Die beiden Warnstreiks zu Wochenbeginn treffen die Airports in Frankfurt, München, Stuttgart, Köln/Bonn, Düsseldorf, Dortmund, Hannover, Bremen, Hamburg, Berlin-Brandenburg und Leipzig-Halle. An den Flughäfen in Weeze am Niederrhein und in Karlsruhe/Baden-Baden ist nur das Luftsicherheitspersonal zum Arbeitskampf aufgerufen. Am größten deutschen Flughafen in Frankfurt seien von geplanten 1116 Flügen bereits rund 1050 gestrichen, sagte ein Sprecher des Betreibers Fraport. Es könnten aber noch mehr werden. Den Flughafen Frankfurt werde am Montag kein Passagierflugzeug verlassen. Allerdings gibt es wie an den anderen deutschen Airports sogenannte Leerflüge ohne Passagiere. Denn die Flugzeuge müssen am Dienstag dort sein, wo sie laut Flugplan gebraucht werden. Fraport kündigte an, dass es auch am Dienstag noch zu Unregelmäßigkeiten im Flugbetrieb kommen könne. Es seien Verspätungen oder einzelne Flugstreichungen möglich.

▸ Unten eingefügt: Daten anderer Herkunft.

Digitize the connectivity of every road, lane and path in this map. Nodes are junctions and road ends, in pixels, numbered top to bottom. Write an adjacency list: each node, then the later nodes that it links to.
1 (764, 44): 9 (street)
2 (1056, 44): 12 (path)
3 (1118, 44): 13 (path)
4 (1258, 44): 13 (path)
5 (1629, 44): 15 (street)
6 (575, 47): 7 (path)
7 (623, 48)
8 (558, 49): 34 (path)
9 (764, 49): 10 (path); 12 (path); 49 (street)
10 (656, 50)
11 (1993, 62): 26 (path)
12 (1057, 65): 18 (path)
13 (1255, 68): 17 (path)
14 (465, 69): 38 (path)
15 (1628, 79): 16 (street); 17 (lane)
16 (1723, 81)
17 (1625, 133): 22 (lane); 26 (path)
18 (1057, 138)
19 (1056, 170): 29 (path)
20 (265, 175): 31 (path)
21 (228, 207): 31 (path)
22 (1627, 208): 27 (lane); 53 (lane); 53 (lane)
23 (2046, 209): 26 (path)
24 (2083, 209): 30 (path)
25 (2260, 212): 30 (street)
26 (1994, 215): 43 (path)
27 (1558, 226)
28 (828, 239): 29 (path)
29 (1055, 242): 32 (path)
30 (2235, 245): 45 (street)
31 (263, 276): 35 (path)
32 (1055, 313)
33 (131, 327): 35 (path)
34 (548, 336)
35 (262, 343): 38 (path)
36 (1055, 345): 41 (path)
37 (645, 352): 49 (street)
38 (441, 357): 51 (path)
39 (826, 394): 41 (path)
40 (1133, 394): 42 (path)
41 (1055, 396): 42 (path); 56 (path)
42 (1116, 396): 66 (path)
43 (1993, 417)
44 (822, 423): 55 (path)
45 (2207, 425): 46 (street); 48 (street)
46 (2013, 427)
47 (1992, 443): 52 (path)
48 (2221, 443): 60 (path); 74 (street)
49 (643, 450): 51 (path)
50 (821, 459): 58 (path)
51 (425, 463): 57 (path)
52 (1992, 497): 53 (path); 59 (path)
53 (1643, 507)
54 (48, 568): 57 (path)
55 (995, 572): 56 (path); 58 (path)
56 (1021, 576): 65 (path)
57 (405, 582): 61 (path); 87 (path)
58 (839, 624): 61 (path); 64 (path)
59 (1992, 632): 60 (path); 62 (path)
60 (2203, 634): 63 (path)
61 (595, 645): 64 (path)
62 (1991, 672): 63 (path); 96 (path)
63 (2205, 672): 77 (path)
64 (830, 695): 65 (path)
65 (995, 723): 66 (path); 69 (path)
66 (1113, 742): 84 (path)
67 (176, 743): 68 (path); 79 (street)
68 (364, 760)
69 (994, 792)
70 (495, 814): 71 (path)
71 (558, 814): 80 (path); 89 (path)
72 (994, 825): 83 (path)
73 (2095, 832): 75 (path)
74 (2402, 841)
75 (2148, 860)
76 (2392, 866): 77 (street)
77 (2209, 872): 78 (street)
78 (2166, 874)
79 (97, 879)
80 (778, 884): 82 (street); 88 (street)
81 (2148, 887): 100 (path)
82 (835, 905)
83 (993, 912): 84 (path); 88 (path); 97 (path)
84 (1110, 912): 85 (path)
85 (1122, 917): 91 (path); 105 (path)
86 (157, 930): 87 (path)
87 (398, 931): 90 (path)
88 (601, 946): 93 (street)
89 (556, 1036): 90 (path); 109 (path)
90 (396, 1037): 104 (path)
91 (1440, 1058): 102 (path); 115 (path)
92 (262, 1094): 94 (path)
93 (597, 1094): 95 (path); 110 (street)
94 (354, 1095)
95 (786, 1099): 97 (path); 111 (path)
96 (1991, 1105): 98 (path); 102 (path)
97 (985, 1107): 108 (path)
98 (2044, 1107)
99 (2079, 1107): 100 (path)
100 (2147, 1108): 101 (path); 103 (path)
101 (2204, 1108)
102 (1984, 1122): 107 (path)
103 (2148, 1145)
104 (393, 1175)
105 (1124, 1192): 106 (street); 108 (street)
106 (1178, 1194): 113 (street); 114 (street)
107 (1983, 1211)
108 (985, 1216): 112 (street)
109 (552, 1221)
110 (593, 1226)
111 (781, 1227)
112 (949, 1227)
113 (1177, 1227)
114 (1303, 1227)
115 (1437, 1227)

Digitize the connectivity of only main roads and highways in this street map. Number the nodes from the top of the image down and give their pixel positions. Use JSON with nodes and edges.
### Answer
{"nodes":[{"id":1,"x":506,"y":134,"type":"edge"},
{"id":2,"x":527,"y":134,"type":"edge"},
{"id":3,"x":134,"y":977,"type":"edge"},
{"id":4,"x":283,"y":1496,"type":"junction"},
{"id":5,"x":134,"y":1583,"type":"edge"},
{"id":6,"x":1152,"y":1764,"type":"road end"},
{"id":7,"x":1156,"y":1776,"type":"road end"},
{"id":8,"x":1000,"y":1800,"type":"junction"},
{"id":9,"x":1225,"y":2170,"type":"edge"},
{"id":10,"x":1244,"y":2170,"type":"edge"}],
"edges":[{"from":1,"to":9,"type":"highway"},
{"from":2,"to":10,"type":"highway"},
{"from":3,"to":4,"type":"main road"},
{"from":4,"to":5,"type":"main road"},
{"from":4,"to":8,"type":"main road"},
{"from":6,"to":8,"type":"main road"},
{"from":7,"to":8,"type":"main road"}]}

An den meisten der 13 Airports sind keine Abflüge möglich und auch viele Ankünfte gestrichen. “Weil die Fluggäste die bestreikte Passagierkontrollstelle heute nicht passieren können, mussten alle für heute geplanten 143 Abflüge für Hamburg gestrichen werden oder finden ohne Passagiere statt, um Crews und Maschinen da zu haben, wo sie gebraucht werden”, teilte der Flughafen Hamburg mit. “In den Terminals herrscht zum großen Teil gähnende Leere.” Verdi hatte mit einem unangekündigten Streik bei der Flugzeugabfertigung bereits am Sonntag den Flughafen Hamburg zum Ferienbeginn fast lahmgelegt – die Zahlen des Flughafenverbands ADV schließen diesen Streik mit ein.
Die Lufthansa nannte zunächst keine konkrete Zahl, wie viele ihrer Flüge ausfallen. “Es wird am Streiktag zu Verspätungen und weitreichenden Streichungen auf allen Flügen der Lufthansa Group Airlines von und nach den betroffenen Flughäfen kommen”, teilte der Konzern mit. Lufthansa habe einen Sonderflugplan veröffentlicht und versuche, nach Streikende möglichst schnell zu einem stabilen Flugplan zurückzukehren.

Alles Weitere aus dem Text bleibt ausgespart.